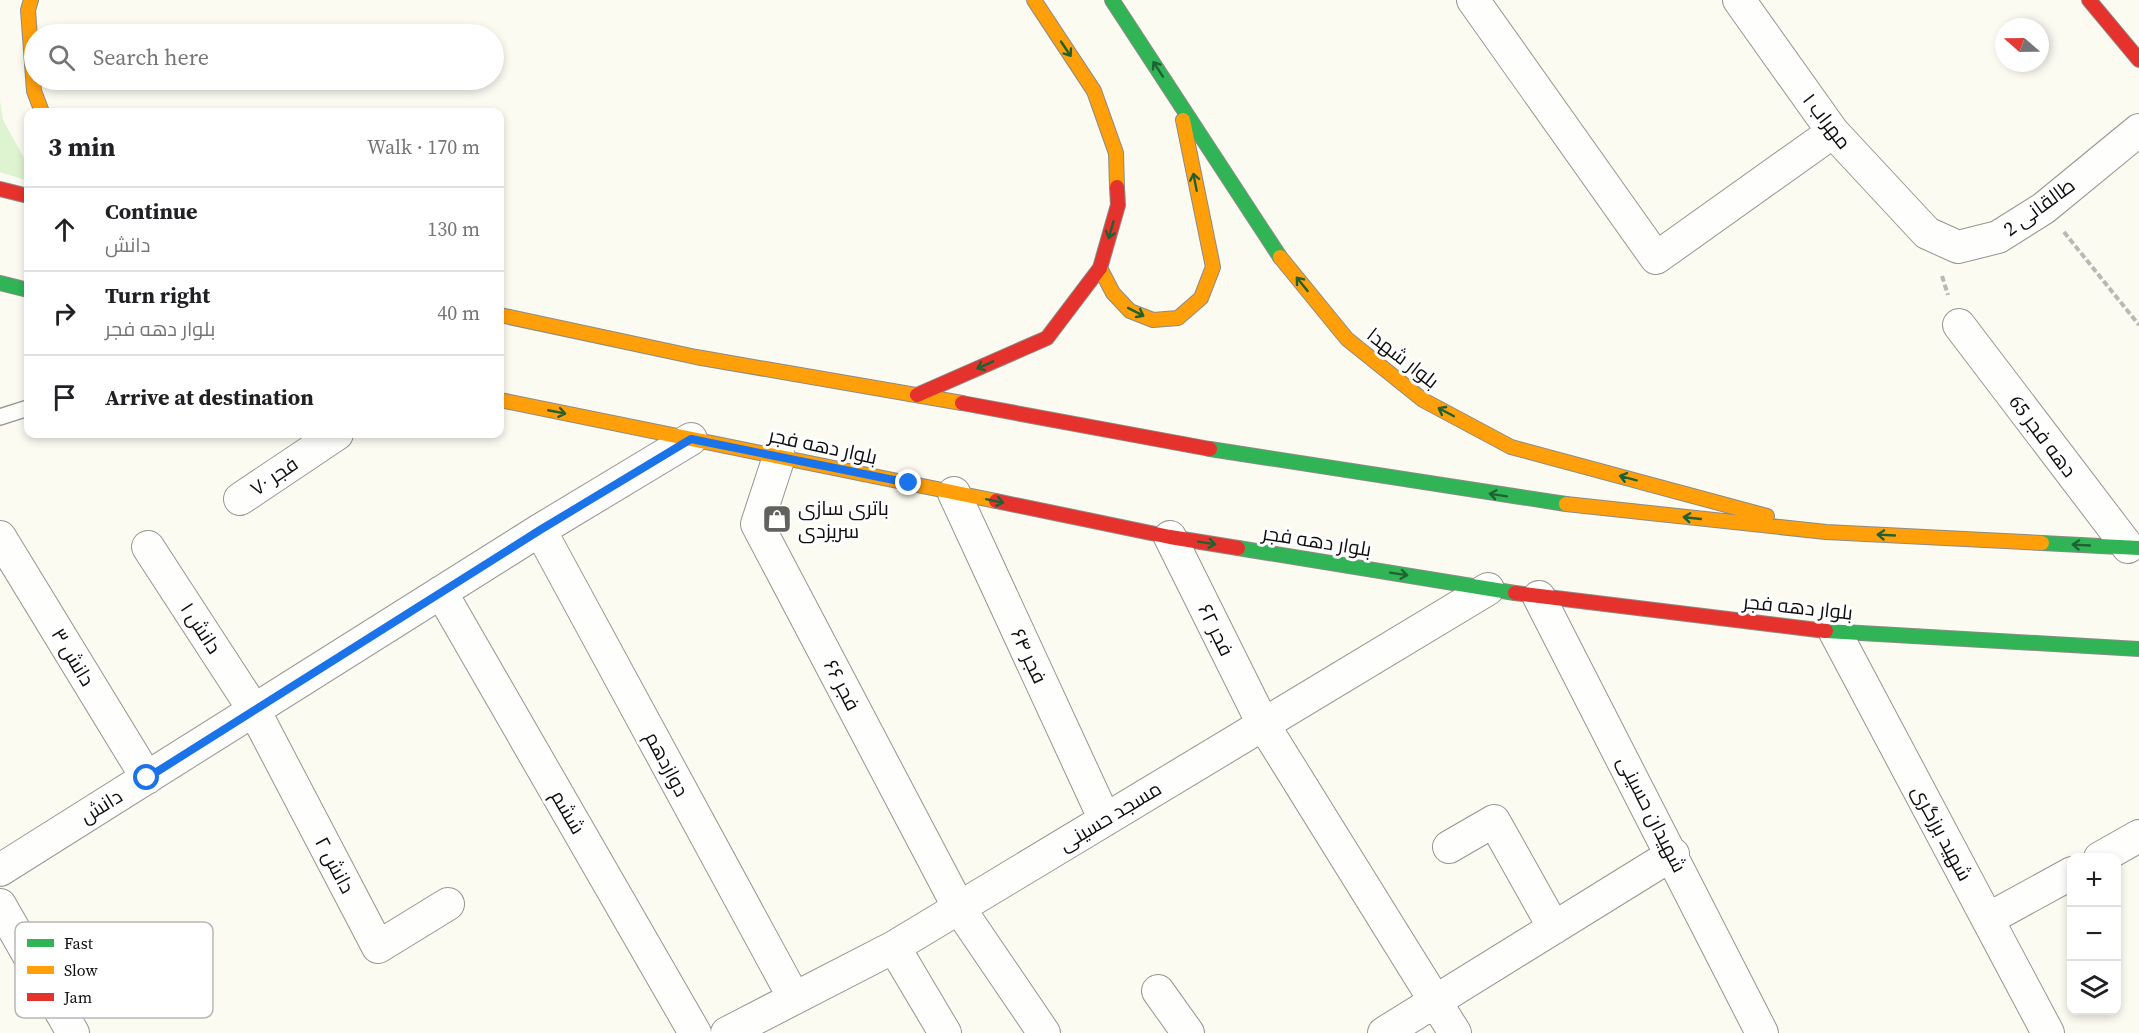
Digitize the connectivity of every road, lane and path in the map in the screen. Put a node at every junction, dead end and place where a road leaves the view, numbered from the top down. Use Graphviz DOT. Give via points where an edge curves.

---

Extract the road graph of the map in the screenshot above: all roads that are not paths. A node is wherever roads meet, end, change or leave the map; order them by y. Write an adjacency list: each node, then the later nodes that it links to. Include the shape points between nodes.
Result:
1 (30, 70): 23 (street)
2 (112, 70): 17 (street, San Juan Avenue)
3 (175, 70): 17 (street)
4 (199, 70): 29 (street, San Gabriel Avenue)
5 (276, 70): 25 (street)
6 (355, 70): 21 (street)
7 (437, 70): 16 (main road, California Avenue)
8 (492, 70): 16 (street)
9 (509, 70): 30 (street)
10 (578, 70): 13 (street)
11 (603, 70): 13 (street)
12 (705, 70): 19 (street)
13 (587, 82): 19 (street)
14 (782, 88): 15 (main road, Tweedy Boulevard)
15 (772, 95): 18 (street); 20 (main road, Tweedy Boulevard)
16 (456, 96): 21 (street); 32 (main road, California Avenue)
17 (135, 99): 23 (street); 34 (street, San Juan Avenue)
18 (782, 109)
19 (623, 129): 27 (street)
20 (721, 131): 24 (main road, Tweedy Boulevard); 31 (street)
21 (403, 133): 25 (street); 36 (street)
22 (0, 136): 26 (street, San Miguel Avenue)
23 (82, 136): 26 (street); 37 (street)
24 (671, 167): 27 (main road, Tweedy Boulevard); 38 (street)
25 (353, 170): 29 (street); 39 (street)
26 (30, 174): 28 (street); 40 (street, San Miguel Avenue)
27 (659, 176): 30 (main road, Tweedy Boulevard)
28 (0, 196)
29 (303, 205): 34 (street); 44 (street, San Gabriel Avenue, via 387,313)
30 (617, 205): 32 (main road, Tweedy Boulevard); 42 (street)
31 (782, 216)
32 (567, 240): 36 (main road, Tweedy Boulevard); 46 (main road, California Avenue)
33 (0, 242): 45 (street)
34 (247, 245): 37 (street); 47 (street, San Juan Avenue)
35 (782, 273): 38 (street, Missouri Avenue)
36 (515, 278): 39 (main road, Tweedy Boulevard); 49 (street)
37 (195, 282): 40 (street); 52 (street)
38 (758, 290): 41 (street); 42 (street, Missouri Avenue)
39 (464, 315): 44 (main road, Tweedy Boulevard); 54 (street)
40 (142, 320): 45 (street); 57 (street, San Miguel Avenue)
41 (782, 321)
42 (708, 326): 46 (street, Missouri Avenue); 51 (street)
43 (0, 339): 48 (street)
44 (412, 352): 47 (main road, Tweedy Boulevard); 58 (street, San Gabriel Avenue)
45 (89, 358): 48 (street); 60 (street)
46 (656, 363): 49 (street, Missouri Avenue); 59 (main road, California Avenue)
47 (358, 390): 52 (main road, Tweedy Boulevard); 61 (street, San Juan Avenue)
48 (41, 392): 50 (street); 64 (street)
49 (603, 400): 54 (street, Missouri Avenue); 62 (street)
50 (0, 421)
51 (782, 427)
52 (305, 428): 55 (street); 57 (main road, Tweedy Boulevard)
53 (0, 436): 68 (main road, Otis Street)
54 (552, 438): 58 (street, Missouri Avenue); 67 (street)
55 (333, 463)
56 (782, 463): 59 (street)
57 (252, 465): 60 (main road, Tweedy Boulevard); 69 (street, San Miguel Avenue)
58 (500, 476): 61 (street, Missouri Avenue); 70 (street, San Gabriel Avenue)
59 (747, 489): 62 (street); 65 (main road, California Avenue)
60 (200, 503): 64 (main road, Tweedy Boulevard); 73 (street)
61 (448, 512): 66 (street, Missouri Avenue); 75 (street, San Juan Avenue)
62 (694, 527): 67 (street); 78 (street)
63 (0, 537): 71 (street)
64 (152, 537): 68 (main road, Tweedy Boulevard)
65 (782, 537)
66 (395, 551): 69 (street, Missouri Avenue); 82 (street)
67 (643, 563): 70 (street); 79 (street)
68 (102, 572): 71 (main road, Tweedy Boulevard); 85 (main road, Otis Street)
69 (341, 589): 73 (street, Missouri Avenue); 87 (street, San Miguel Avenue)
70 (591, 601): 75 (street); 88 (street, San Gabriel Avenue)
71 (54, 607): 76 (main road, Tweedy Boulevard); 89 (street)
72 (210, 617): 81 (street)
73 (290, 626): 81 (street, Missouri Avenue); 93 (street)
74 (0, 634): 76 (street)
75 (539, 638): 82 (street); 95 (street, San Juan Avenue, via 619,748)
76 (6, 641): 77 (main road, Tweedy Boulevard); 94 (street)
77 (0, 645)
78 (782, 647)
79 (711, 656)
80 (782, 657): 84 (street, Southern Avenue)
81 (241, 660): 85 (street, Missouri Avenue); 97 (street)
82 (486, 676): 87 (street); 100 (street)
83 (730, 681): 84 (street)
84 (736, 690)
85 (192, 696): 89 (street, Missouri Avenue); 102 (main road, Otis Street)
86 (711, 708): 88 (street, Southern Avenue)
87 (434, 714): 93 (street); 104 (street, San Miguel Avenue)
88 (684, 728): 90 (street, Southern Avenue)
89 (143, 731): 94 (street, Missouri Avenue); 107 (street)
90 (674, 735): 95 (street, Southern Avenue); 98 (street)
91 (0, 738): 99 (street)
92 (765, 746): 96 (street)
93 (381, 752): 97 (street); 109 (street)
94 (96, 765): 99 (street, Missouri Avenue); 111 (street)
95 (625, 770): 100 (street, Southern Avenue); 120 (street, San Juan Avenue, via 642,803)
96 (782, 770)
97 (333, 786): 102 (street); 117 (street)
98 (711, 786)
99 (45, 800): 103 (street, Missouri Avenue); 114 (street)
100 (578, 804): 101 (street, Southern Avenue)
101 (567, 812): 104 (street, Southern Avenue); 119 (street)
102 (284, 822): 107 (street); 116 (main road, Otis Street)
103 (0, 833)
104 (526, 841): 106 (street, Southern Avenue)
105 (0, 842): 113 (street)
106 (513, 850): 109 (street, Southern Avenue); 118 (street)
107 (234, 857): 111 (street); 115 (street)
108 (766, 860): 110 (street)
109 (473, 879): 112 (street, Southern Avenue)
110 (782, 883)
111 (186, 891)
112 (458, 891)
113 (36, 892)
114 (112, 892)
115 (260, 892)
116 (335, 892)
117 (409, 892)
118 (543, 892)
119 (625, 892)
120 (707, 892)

What the task requires
Note every line above where the string "points" shows up, and copy those lines.

Written response
Digitize the connectivity of every road, lane and path in the map in the screen. Put a node at every junction, dead end and place where a road leaves the view, numbered from the top down. Use Graphviz DOT. Give via points where an edge curves.
Extract the road graph of the map in the screenshot above: all roads that are not paths. A node is wherever roads meet, end, change or leave the map; order them by y. Write an adjacency list: each node, then the later nodes that it links to. Include the shape points between nodes.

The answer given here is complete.